Python Makes Me Say God Damn - coderdude
http://sam.tregar.com/blog/2010/05/19/python-makes-me-say-god-damn/

======
ggchappell
It's interesting to see how different people's complaint lists can be. I have
my own list for Python (e.g., mutable/immutable/reference semantics/blah blah
blah stuff messes me up all the time), but my list has almost nothing in
common with the one in this article.

In particular, I've thought about the first issue -- range specifications --
off & on for years, and I've come to the conclusion that this writer is wrong;
Python does ranges the right way.
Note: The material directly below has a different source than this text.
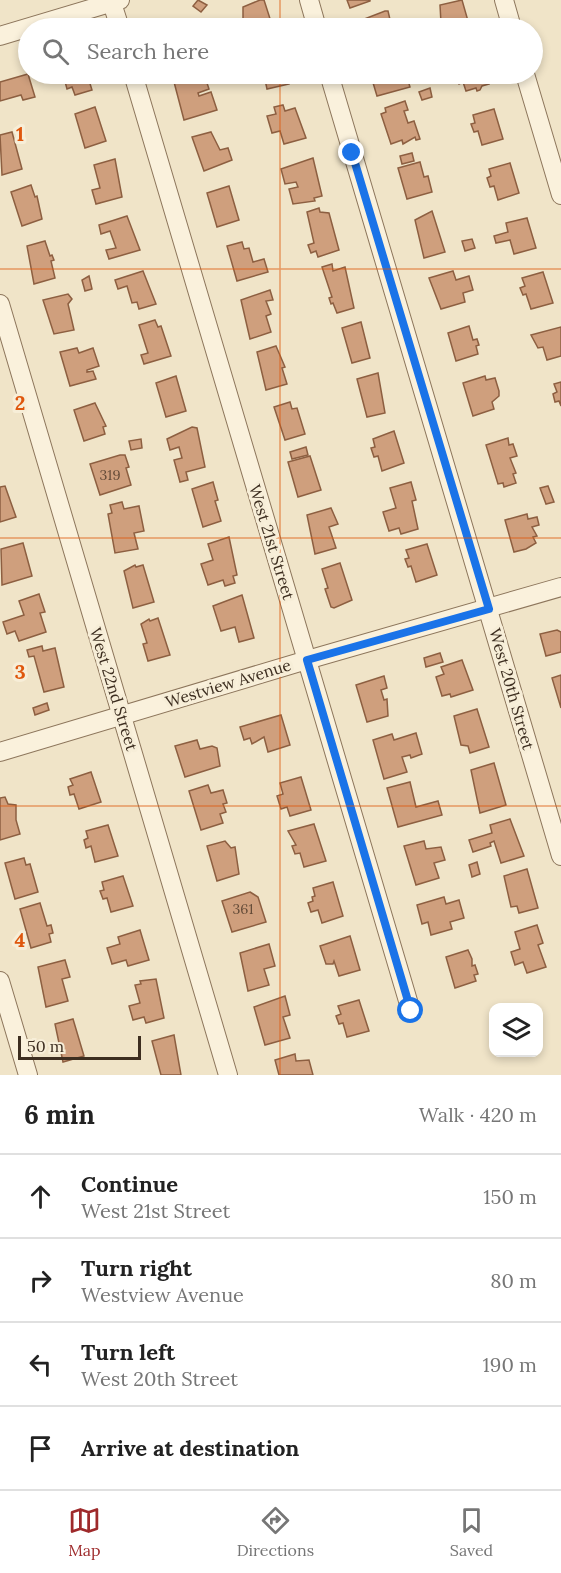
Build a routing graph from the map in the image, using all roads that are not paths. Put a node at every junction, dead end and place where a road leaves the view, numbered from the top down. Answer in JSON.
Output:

The crux of the matter, for me, is that
sometimes includes-the-end feels right, and sometimes does-not-include-the-end
feels right. _However_ , sometimes includes-the-end is _definitely_ wrong, but
I don't know of any case where does-not-include-the-end is definitely wrong.
So if you're going to pick one convention, then go with the one Python did;
use it all the time, and you'll never have to wonder which one you're using.
It _is_ true that this convention takes some getting used to, but I think it
results in fewer bugs in the long run.

Other advantages: b - a is the number of items in range(a,b); also range(a,b)
and range(b,c) partition range(a,c) nicely.

BTW, I believe E. Dijkstra has an essay that also takes this position on range
specifications; he probably explained it a lot better than I did.

As for Unicode, no one seems to know how to do it well. But this writer is
talking about the Python 2 way of doing things. Python 3 has improved things,
IMHO.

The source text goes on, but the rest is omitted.